On the floor of the rotunda lay a man and a woman, moving in slow motion, dance-like and without expression, in an endlessly evolving embrace.
As I walked up the ramp, a 10-year-old child introduced herself to me and asked if she could ask me a question. I said yes, and she queried, “What is progress?” We walked up the ramp for a bit as I answered her question as best I could, and she asked for an example, and then she stopped to tell a 20-something-year-old guy what I had said before departing. Then he began engaging me in conversation as well, and we moved quickly up the ramp talking about progress and various topics that evolved from that until he vanished suddenly behind a post and an older woman introduced herself and began talking about toys and then aliens. We walked slowly, pausing to just stop and talk, until we eventually reached the top where the “exhibit” ended.
This was the art. And the artist, Tino Sehgal titled it “This Progress.”
I decided to begin again. This time, another child met me and passed me on to another 20-something who disappeared and left me with another older person. Although I began hearing the same initial question, “What is progress?”, the conversations were unique.
The “exhibit” fascinated me, and I will be thinking about it for a long time. A museum and artist created a situation for conversation and connection and creativity. Observing the visitors, I noticed pairs and threes deeply engaged in discussion, all having begun with the question about progress, but all having gone in their own directions. I would have loved to eavesdrop on them all.
It was interesting to observe my own style as a visitor. As someone who writes and thinks about the broader topic of “progress” all the time, I found myself in a bit of a teaching mode with the child and 20-something. But with the older person, I shifted into an equal sharing of thoughts and ideas and basic human information exchange, learning and stretching through the interactions. This “exhibit” offered me a surprising mirror into myself.
When I left the museum, a woman from WNYC-FM was interviewing visitors. The Australian couple she was interviewing had met the child at the beginning, but somehow didn’t engage at the next level and so didn’t participate up the ramp. This made me realize that participation in the “exhibit” was entirely voluntary and required personal effort. No one would push you to engage in conversation if you didn’t respond initially. I wondered what this couple’s experience was like. Did they simply watch the writhing duo on the floor for awhile and leave?
The woman from the radio interviewed me next, and I enthusiastically described my experience. She said not everyone was so positive. One person she had interviewed described it as “bait and switch,” meaning you paid money for art but didn’t get art.
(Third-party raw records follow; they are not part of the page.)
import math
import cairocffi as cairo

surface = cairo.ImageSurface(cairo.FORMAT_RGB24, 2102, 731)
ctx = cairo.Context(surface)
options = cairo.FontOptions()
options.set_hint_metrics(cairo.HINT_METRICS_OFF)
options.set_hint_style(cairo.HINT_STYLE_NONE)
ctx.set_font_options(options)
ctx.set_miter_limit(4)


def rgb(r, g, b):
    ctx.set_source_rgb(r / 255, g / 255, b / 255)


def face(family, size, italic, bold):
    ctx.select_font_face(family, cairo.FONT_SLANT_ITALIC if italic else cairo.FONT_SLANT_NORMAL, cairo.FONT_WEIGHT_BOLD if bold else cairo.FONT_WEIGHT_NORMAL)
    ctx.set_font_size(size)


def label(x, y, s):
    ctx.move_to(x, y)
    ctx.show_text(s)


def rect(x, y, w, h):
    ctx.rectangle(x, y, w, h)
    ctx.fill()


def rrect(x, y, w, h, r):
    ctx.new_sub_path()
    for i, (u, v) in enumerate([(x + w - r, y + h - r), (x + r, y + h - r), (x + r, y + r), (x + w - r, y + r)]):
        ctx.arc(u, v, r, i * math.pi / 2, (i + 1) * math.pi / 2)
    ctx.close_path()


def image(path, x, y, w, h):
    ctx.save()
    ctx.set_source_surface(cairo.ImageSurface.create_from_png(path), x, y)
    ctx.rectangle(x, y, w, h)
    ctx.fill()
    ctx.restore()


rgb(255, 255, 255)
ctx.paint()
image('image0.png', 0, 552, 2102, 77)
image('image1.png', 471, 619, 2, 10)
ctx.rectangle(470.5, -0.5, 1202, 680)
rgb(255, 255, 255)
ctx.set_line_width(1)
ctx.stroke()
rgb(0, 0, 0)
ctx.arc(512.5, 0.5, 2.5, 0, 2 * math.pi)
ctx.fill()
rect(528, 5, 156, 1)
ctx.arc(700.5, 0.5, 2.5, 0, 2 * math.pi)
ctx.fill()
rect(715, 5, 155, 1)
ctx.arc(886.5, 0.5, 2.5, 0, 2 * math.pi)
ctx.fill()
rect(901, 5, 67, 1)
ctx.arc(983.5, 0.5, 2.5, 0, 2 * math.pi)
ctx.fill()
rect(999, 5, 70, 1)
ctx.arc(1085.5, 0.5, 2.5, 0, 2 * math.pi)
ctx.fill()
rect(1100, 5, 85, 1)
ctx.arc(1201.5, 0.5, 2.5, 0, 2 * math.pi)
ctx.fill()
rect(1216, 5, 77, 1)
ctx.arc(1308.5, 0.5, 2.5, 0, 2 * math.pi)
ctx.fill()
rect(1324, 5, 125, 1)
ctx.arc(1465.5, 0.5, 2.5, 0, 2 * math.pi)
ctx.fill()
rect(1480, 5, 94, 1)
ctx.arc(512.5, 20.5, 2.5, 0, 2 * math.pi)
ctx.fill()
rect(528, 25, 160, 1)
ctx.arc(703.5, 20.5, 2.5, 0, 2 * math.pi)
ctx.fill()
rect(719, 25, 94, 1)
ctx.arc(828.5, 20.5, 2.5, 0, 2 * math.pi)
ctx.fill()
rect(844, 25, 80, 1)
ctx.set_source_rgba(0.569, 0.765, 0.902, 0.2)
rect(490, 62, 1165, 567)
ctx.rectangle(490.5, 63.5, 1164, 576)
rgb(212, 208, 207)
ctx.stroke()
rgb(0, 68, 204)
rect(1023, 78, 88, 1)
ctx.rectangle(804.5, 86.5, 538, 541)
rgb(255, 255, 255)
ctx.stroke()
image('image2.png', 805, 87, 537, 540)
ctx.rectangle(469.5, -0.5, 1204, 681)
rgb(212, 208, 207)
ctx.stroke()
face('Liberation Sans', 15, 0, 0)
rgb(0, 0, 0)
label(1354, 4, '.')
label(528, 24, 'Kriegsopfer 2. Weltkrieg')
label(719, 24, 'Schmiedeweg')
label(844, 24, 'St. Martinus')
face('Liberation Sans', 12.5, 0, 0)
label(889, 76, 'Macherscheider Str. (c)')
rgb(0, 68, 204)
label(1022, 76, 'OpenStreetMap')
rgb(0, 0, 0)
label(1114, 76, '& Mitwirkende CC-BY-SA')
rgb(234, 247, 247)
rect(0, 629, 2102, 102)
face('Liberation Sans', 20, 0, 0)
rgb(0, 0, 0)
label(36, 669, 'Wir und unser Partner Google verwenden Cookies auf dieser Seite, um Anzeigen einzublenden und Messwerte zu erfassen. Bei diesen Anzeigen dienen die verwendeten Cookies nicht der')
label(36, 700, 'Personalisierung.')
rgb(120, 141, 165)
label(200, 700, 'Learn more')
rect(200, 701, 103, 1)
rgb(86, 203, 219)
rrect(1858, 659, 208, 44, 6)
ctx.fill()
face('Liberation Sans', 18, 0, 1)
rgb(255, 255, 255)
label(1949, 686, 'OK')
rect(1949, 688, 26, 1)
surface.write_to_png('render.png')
But for me, Tino Seghal offered me an opportunity to connect with others, explore ideas, self-reflect, and consider the concept of progress. I was a co-creator of the art, and the product wasn’t just the discussion but also the lingering aftermath of new ideas and questions and connection with people who had been strangers until we had taken the time, in this unstructured, yet structured way, to simply talk.
Perhaps progress begins when we genuinely engage in creative discussion with others of different ages and backgrounds, open to the experience of learning and being moved and challenged. That this took place in a museum is perfect. Don’t most of us go to museums to be moved and challenged and opened to new experiences?
How would you answer the question, “What is progress?” I welcome your thoughts.